- _Task input_:
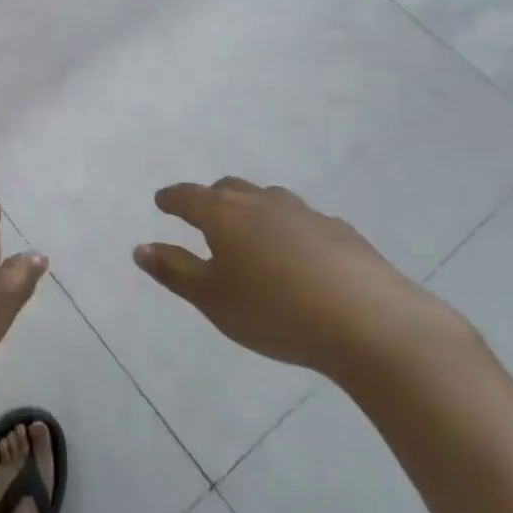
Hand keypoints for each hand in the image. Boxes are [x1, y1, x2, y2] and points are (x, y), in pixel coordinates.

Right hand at [134, 177, 460, 377]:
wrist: (372, 324)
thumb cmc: (276, 313)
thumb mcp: (214, 300)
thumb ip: (174, 271)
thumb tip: (140, 247)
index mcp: (224, 214)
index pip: (187, 196)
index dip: (171, 199)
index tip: (161, 203)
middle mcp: (261, 202)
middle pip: (228, 188)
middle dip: (210, 198)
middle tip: (203, 218)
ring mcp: (304, 213)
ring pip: (267, 199)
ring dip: (252, 209)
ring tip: (251, 235)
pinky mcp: (341, 231)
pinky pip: (302, 220)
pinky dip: (288, 229)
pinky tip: (299, 257)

- _Work item_: An exact copy of the lines from the one with "ring pip: (267, 199)" through the last line of the listing is the whole answer.

- _Task answer_:
ring pip: (267, 199)
ring dip: (252, 209)
ring tip: (251, 235)
pinky mcp: (341, 231)
pinky pip: (302, 220)
pinky dip: (288, 229)
pinky tip: (299, 257)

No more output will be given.